WHAT NEEDS TO BE DONE: Once you have found the line with "Right hand at" in the records below, retype it and every line after it to the end exactly, with no pictures and nothing more.
(Beginning of DATA TO PROCESS)
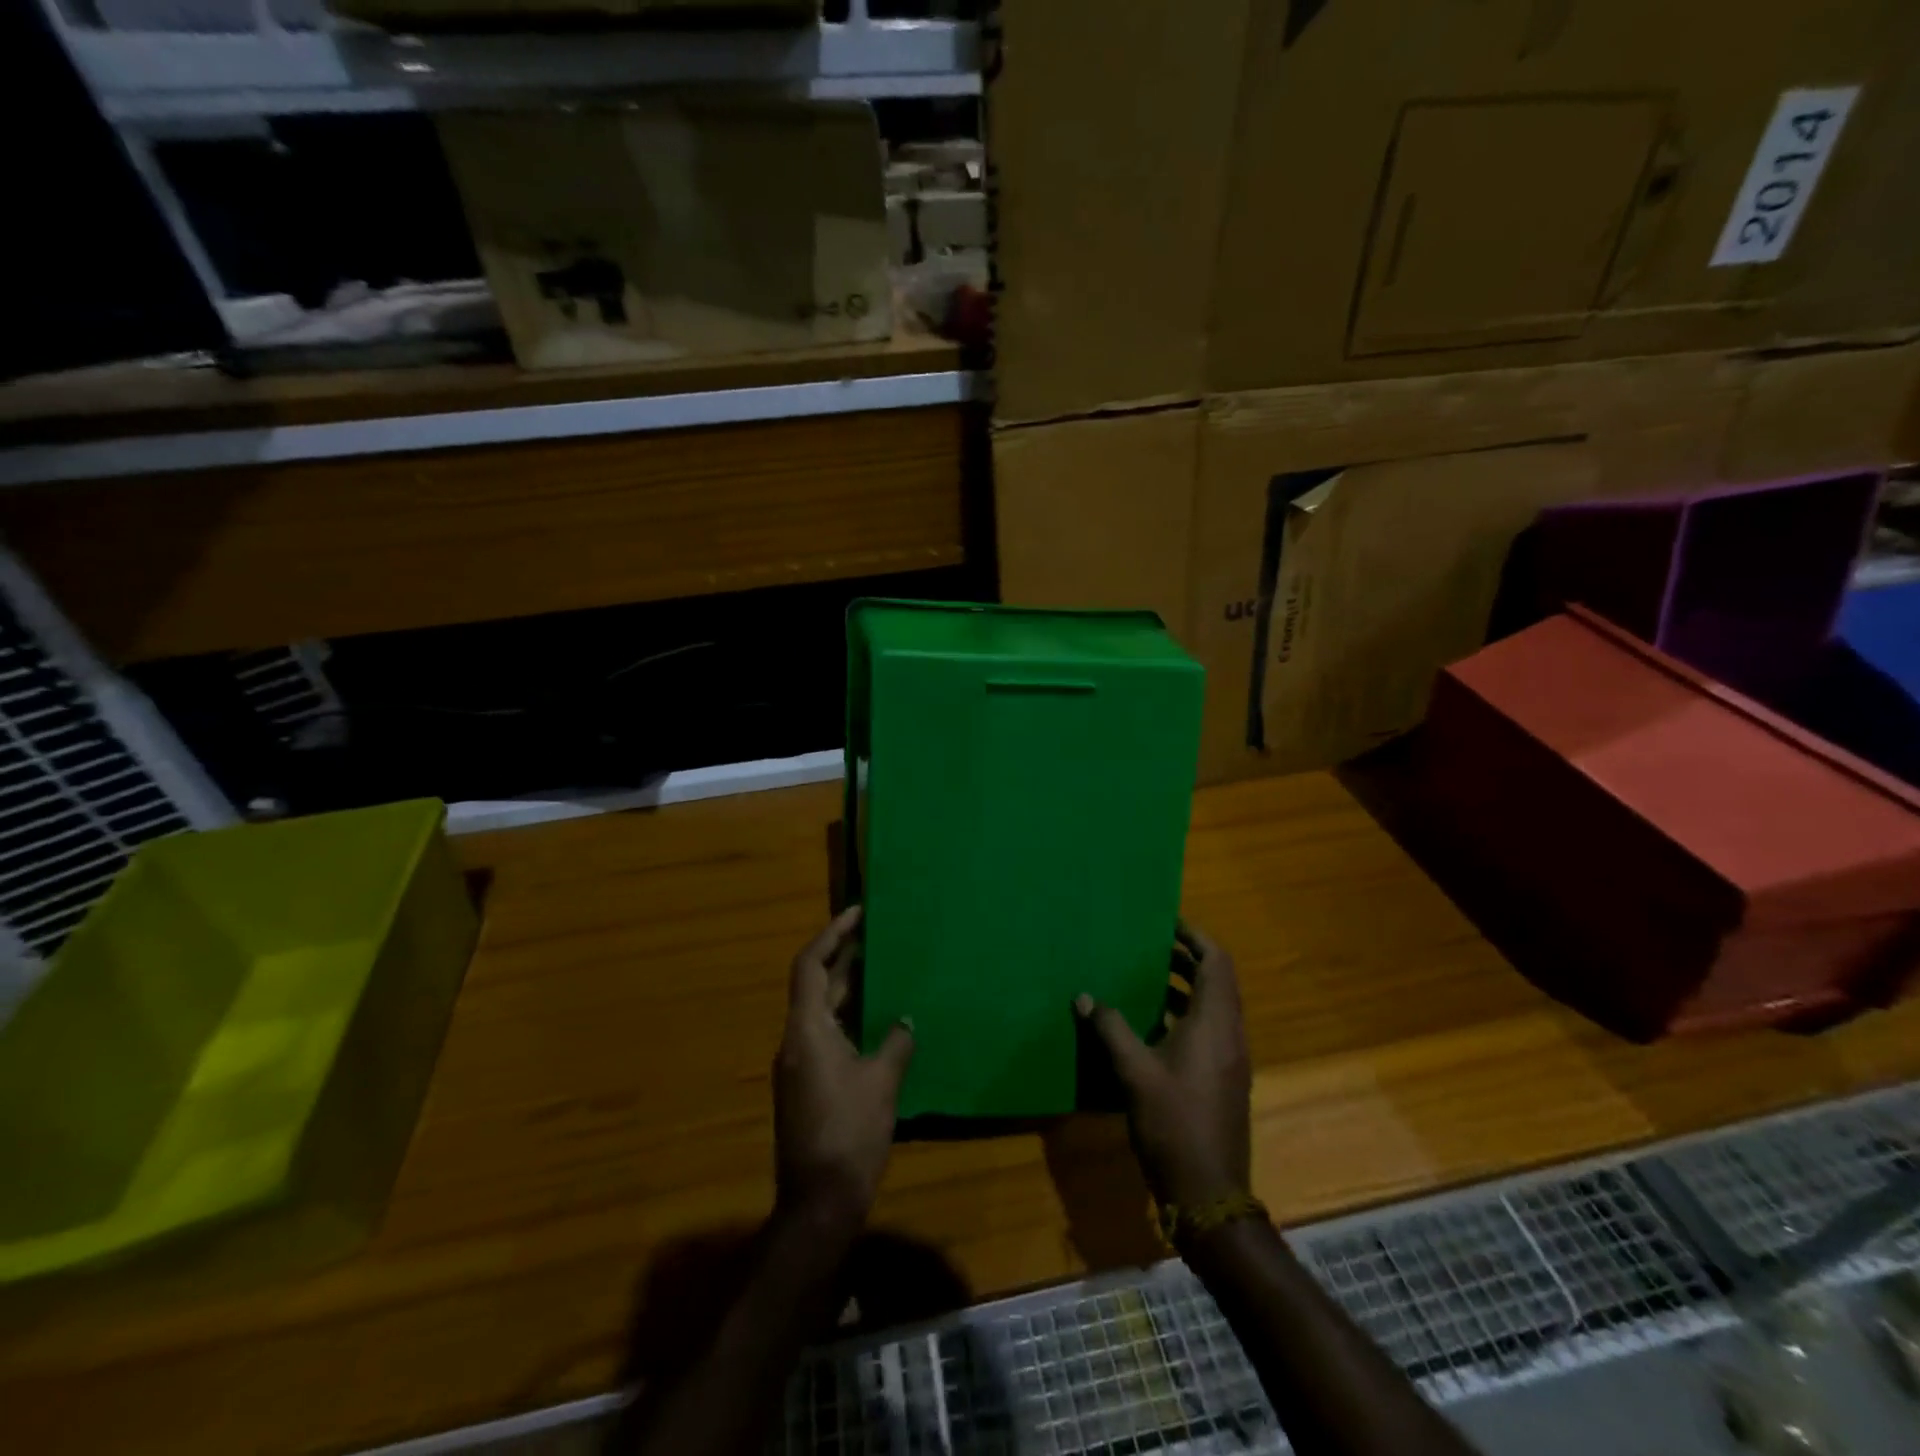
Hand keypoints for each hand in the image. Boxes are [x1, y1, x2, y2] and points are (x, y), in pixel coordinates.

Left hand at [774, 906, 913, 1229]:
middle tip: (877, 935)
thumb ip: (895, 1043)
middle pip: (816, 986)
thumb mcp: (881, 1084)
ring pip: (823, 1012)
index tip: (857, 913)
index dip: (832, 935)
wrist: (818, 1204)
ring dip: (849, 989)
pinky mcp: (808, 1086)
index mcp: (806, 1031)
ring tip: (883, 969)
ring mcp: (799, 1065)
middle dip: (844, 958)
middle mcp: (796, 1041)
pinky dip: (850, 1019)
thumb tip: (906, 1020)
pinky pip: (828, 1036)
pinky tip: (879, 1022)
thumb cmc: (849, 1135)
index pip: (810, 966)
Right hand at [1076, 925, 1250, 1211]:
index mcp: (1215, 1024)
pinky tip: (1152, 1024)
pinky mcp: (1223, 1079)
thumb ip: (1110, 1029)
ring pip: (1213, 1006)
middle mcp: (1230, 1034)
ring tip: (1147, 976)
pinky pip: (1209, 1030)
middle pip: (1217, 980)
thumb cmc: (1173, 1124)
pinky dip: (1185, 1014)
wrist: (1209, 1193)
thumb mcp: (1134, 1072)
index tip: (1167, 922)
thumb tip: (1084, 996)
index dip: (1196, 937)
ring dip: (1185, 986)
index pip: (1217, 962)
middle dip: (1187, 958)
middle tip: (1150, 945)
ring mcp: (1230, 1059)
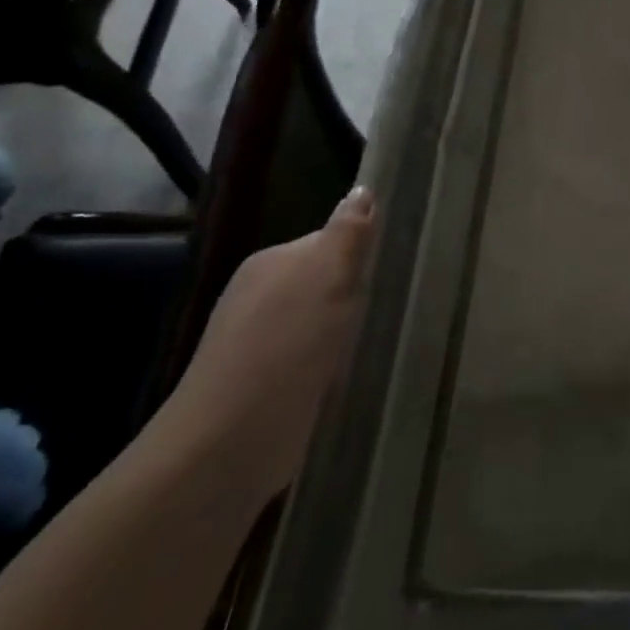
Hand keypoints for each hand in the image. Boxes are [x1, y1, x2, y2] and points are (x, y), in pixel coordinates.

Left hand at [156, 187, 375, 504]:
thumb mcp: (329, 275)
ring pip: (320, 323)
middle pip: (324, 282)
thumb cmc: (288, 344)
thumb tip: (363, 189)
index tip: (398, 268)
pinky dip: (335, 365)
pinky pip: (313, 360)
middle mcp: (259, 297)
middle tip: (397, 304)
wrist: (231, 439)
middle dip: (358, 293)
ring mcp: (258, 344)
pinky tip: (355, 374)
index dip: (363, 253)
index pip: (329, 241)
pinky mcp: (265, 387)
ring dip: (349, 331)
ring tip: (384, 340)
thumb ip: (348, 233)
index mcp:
(End of DATA TO PROCESS)
RESULT OF THIS EXERCISE:
Right hand at [1076, 925, 1250, 1211]:
index mcp: (1215, 1024)
pinky tip: (1152, 1024)
pinky mcp: (1223, 1079)
thumb ip: (1110, 1029)
ring pip: (1213, 1006)
middle mcp: (1230, 1034)
ring tip: (1147, 976)
pinky pip: (1209, 1030)
middle pip: (1217, 980)
thumb cmc: (1173, 1124)
pinky dip: (1185, 1014)
wrist: (1209, 1193)
thumb mcp: (1134, 1072)
index tip: (1167, 922)
thumb tip: (1084, 996)
index dip: (1196, 937)
ring dip: (1185, 986)
index pip: (1217, 962)
middle dip: (1187, 958)
middle tip: (1150, 945)
ring mcp: (1230, 1059)
Hand keypoints for each hand in the image. Boxes are [x1, y1, x2, y2] and points are (x, y), in pixel coordinates.

Left hand at [156, 187, 375, 504]:
thumb mcp: (329, 275)
ring pip: (320, 323)
middle pip: (324, 282)
thumb cmc: (288, 344)
thumb tip: (363, 189)
index tip: (398, 268)
pinky dip: (335, 365)
pinky pip: (313, 360)
middle mcp: (259, 297)
middle tip: (397, 304)
wrist: (231, 439)
middle dip: (358, 293)
ring mcp: (258, 344)
pinky tip: (355, 374)
index dip: (363, 253)
index pip: (329, 241)
pinky mcp: (265, 387)
ring dip: (349, 331)
ring tip: (384, 340)
thumb ip: (348, 233)
index mcp:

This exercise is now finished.